Depuis des mois, les médiateurs — Qatar, Egypte, Etats-Unis — tentent de convaincre le Hamas et Israël de conclure un accord en vue d'un cessez-le-feu assorti d'un échange d'otages et de prisonniers palestiniens détenus par Israël, mais sans succès jusque-là. Le président américain, Joe Biden, qui s'était dit « dévasté », après la découverte des corps des otages parmi lesquels l'Israélo-Américain Goldberg-Polin, doit se réunir lundi avec les négociateurs américains pour discuter « des efforts pour arriver à un accord qui assurera la libération des otages restants », selon la Maison blanche.
« À bout portant »
Lors de l'attaque sans précédent du Hamas en Israël qui a déclenché la guerre dans la bande de Gaza le 7 octobre, 251 personnes ont été enlevées : 97 sont toujours retenues à Gaza, dont 33 déclarées mortes par l'armée. Cette attaque a entraîné côté israélien la mort de 1.205 personnes, majoritairement des civils, selon un décompte de l'AFP d'après des données officielles.

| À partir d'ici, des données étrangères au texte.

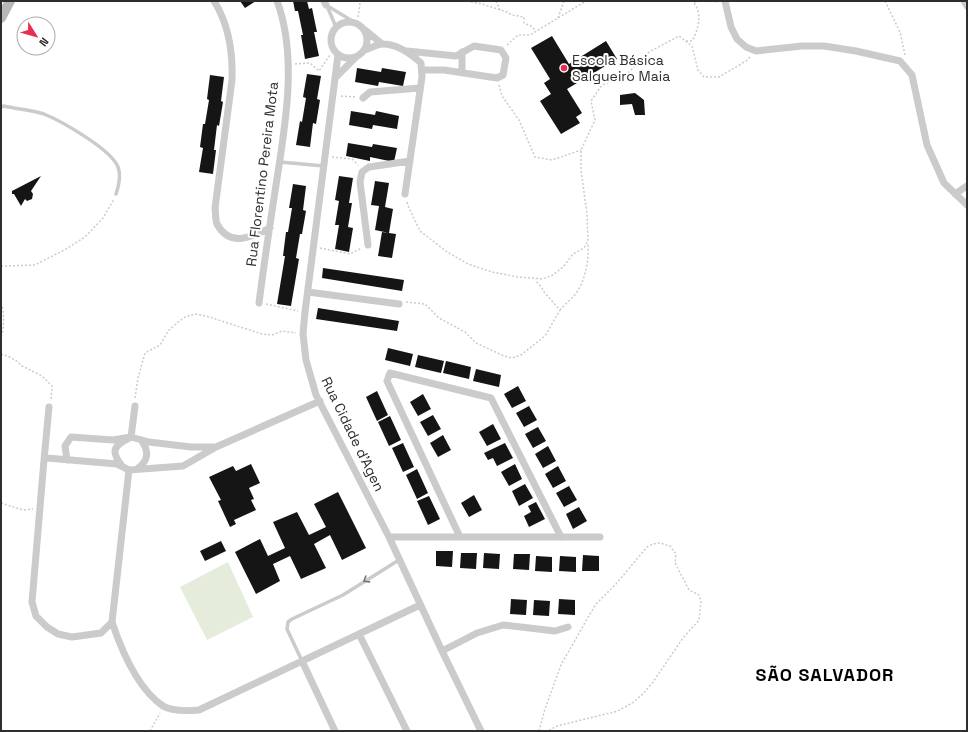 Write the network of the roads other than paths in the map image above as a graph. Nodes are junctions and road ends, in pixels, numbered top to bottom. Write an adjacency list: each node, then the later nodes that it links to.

Sous pression croissante pour conclure un accord sur les otages après des mois de blocage, le Premier ministre, Benjamin Netanyahu, a menacé de nouveau dimanche de « régler son compte » au Hamas considéré comme un mouvement terroriste par Israël, à l'instar des Etats-Unis et de l'Union européenne.
Selon le ministère israélien de la Santé, l'autopsie réalisée sur les corps des six otages révèle qu'ils ont été tués « à bout portant » « entre jeudi et vendredi matin ». Mais selon un cadre du Hamas, s'exprimant sous couvert d'anonymat, ils ont été « tués par des tirs et des bombardements de l'occupant » israélien, certains faisant partie « de la liste des otages à libérer que le Hamas avait approuvée ».
Vaccination anti-polio
Les représailles israéliennes à l'attaque du 7 octobre ont fait au moins 40.738 morts à Gaza, selon le ministère de la Santé du Hamas, provoquant un désastre humanitaire et sanitaire et le déplacement de la quasi-totalité des 2,4 millions d'habitants. Selon l'ONU, la majorité des morts sont des femmes et des mineurs.

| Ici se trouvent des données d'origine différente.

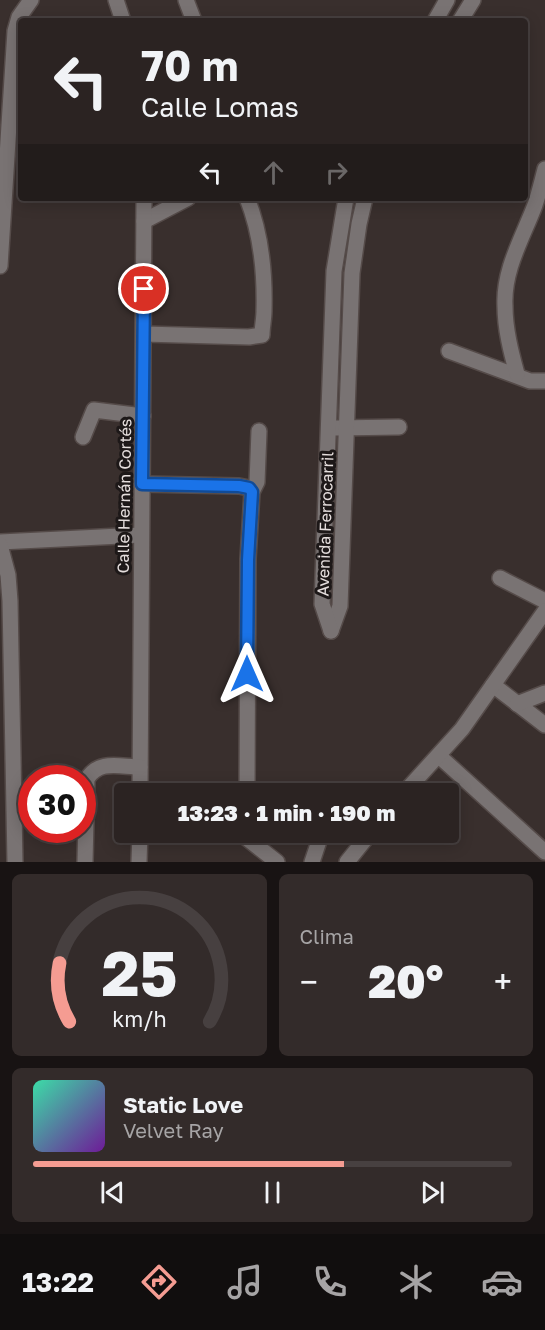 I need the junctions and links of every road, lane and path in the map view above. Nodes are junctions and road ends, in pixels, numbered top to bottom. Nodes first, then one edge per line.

Dimanche, le centre du territoire palestinien assiégé a connu quelques heures de répit, une vaste campagne antipolio ayant été officiellement lancée à la faveur de « pauses humanitaires » de trois jours chacune, de 06H00 à 14H00. Objectif : vacciner plus de 640.000 enfants de moins de dix ans, après un premier cas confirmé de cette maladie dans le territoire palestinien depuis 25 ans. Selon le ministère de la Santé à Gaza, 72.611 enfants ont été vaccinés au premier jour de la campagne antipolio.
Israël poursuit également son opération militaire lancée mercredi en Cisjordanie, un territoire palestinien séparé de la bande de Gaza et occupé par Israël depuis 1967. Au moins 24 Palestiniens, principalement des combattants, ont été tués par l'armée israélienne en Cisjordanie depuis mercredi, selon le ministère palestinien de la Santé. Tous des « terroristes », selon l'armée.
Le Hamas, au pouvoir depuis 2007 à Gaza, et le Jihad islamique, autre groupe armé, ont déclaré qu'au moins 14 des morts combattaient dans leurs rangs. Dans le sud de la Cisjordanie, trois policiers israéliens parmi lesquels une femme ont été tués dimanche près d'un point de passage dans une « attaque armée », selon la police israélienne. Un Palestinien soupçonné d'en être l'auteur a été abattu par l'armée, a-t-elle indiqué.